LifeFlight of Maine is a non-profit hospital-based program that serves the entire state — a largely rural region that includes many remote areas and islands. Established in 1998 at a time when there were only two hospital helipads in the whole of Maine, it subsequently led a statewide effort to develop a state-of-the-art aviation infrastructure. Today, it receives about 2,300 calls each year. “We provide critical care across the state with helicopters and specially equipped ground ambulances. Over thirty percent of our transports are on the ground,” said Tom Judge, executive director of LifeFlight of Maine. “Our job is to move patients safely and effectively. Just because we have helicopters, doesn’t mean we’re going to put someone in a helicopter. We align the right vehicle to patient need and safety considerations.”
The program’s new King Air will be based at Bangor International Airport in the center of the state, where LifeFlight of Maine already has a hangar. (Its helicopters are based at Eastern Maine Medical Center in Bangor, and Central Maine Medical Center in Lewiston.) 
“It’ll give us a long distance capability that we don’t have, some improved all-weather performance that sometimes we struggle with, and it’ll give our entire region a new asset,” said Judge. “It’ll give that group of patients that today has pretty limited options, new options.”
LifeFlight of Maine’s helicopters are based in Bangor and Lewiston. Mike Reyno Photo
Judge said the impetus behind the search for a new partner, in addition to the need for a fixed-wing service, was the reality of a changing healthcare system.
“We are really focused on the concept of partners,” he said. “We need close alignment with our values and what we believe about the future of medicine. We need commitment to the ‘Triple Aim’ all of us in healthcare are challenged with: improving population health; providing better, higher quality care; and doing it at less per capital cost.
“I think what’s exciting to us about SevenBar is that they are looking out at the future of healthcare and they’ve said, ‘Our competence is aviation, but we brought some healthcare people to the center of our organization and we understand that in the world of the future, we’re going to have to have a very different delivery of healthcare through the transportation lens.’ We came to the conclusion that their approach, values, commitment to safety, and their philosophy were very aligned with ours.”
Montgomery said that as the healthcare community is changing, the way that aviation providers work has to change as well. “I think we’re both open to whatever that means – funding, payment, service delivery, sharing of assets — there’s a lot of possibilities.”
Wade Black, the CEO and owner of SevenBar, said his company’s community focus — inherited from its origins as a family business — meshed well with that of LifeFlight of Maine, while the provider’s small size allowed it greater flexibility to adapt the needs of its customers. 
“Our whole set of values derives from our ability to be extremely adaptable, having a learning culture, being able to address the needs of our customers and really being oriented towards the customer and delivering customer service,” he said. “From an air medical standpoint, what we’re all here for is the patient. If we’re able to deliver them safely and to do everything that we can to support the medical teams like LifeFlight of Maine, and make their jobs easier, then we’ve done our job.”

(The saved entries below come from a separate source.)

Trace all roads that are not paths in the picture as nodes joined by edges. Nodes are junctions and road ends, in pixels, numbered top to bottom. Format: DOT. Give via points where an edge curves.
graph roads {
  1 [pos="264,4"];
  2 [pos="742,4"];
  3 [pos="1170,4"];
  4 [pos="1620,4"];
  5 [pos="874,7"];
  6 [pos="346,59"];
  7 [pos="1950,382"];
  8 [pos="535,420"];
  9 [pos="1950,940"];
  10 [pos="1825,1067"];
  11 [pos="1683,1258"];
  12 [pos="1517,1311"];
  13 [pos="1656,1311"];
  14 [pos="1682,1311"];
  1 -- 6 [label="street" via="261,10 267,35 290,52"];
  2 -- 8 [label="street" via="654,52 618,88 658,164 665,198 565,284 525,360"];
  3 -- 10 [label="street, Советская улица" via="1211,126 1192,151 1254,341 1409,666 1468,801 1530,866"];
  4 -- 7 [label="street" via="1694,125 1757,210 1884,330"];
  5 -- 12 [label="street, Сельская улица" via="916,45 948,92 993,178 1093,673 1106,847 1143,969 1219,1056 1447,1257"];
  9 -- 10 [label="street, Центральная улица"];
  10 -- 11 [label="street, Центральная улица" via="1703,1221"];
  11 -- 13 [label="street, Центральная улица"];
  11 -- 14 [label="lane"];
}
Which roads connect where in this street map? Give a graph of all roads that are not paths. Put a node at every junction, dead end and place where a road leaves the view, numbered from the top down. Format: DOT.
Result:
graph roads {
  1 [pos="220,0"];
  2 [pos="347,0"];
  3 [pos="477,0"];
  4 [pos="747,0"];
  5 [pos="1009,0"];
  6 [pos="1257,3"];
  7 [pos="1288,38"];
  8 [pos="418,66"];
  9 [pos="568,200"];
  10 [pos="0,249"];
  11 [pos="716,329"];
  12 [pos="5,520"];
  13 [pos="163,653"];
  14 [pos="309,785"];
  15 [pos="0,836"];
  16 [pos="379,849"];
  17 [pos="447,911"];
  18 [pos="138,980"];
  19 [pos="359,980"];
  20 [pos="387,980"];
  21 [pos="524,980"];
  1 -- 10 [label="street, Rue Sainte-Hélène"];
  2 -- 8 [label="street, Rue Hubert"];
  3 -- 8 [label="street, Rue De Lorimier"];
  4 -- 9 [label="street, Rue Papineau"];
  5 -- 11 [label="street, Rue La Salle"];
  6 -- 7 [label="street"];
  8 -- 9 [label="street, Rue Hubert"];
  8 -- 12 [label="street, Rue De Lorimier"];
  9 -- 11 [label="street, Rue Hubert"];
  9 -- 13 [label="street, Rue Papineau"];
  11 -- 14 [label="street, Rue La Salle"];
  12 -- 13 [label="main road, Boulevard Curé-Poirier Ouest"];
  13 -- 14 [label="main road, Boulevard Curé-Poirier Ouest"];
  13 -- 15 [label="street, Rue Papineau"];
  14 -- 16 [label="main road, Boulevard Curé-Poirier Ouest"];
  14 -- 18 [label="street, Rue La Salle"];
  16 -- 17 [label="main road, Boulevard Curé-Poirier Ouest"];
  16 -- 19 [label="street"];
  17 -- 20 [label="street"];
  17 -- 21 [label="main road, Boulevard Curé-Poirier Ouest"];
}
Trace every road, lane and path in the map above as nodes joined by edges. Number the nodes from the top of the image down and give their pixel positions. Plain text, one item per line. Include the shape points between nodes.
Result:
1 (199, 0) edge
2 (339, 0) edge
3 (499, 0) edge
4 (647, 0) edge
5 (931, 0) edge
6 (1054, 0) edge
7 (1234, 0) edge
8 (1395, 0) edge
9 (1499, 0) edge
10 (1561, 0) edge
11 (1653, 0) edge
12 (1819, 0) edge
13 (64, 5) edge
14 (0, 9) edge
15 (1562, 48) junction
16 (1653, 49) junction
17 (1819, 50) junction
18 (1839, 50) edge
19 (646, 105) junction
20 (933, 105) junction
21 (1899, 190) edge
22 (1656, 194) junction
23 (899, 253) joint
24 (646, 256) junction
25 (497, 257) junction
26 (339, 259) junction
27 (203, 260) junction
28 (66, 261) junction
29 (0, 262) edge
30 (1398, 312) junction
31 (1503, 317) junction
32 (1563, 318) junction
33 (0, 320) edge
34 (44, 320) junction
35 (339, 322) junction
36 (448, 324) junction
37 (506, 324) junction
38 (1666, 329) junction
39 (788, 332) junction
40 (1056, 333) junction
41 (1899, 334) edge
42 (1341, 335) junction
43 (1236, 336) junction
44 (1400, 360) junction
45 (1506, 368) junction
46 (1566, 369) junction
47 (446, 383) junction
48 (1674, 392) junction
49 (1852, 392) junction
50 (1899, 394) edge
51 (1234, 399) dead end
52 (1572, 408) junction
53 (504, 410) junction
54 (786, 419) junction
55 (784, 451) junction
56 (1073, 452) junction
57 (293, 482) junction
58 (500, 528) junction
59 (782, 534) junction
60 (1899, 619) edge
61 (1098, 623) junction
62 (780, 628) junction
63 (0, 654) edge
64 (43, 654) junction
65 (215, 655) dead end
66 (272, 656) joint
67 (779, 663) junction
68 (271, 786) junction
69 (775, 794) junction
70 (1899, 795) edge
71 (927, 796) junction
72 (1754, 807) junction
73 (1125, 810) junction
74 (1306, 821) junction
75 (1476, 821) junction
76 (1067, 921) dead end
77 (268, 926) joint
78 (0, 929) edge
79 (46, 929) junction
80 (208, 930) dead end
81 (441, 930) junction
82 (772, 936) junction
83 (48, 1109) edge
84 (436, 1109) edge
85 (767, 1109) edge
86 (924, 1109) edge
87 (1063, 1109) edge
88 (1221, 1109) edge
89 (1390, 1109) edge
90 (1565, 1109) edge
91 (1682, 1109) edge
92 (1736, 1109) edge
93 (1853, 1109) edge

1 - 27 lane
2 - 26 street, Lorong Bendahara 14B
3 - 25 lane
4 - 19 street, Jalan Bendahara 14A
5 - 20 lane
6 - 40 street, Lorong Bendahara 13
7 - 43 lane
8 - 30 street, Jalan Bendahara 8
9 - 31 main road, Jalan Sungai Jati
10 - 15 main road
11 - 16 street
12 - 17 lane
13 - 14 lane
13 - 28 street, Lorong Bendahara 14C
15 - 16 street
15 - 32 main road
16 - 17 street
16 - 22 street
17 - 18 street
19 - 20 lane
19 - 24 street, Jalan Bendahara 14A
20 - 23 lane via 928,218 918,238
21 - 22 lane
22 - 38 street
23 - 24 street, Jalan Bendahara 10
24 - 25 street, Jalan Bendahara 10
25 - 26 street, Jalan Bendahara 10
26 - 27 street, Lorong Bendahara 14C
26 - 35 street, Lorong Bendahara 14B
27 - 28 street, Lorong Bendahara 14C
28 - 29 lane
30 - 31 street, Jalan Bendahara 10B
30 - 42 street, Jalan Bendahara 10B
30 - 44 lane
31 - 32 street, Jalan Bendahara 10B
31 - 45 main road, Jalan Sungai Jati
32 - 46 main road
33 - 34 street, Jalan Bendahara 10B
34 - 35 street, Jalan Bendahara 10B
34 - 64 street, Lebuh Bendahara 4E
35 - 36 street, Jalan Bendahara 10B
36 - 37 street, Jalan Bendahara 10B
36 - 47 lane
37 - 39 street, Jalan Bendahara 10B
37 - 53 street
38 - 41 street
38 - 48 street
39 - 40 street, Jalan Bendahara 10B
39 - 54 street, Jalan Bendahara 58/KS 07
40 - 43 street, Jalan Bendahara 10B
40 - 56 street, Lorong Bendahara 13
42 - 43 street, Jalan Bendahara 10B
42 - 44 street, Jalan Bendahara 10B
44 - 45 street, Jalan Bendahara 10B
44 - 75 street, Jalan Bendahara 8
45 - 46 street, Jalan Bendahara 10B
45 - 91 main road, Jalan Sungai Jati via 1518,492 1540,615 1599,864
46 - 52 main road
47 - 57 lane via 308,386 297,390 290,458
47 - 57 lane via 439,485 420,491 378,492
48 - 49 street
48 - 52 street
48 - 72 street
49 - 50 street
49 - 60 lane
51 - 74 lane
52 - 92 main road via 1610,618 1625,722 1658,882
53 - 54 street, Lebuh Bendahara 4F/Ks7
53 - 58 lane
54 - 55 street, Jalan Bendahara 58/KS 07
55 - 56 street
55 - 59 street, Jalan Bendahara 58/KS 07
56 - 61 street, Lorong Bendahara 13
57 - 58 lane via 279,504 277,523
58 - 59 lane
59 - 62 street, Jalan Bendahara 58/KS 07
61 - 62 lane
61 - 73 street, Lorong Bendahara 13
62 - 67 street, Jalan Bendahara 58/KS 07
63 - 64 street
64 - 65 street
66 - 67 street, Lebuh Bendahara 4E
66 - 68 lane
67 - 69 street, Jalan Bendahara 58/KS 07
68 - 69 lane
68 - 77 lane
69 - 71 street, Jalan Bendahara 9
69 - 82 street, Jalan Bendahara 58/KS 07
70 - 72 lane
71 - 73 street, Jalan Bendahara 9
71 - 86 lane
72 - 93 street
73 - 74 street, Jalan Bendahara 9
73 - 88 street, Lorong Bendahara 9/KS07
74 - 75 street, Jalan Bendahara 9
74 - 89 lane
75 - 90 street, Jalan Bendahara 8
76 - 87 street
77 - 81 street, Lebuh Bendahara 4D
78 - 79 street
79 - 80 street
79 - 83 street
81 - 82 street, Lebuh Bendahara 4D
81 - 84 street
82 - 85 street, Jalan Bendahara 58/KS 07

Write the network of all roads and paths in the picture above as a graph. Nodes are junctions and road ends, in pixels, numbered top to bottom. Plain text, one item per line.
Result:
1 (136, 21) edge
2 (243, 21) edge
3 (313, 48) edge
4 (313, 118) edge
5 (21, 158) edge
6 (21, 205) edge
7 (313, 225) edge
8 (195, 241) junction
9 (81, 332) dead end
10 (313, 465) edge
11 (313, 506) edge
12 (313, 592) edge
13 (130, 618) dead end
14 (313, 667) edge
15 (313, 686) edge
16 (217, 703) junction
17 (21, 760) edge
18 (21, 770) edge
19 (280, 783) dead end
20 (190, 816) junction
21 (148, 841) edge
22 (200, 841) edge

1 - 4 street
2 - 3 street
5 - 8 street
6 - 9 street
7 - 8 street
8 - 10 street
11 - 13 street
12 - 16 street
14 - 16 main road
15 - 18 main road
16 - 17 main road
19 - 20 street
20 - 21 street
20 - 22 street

SevenBar plans to announce further partnerships over the next 12 months (including the destination for the AgustaWestland AW109SP it took delivery of at AMTC), but Montgomery said the operator’s growth would be steady. “Obviously we plan to grow, but it’s not that we’re going to have skyrocketing growth. We have no desire to be the biggest. We want to be the best for the people that are right for us to work with — and vice versa.”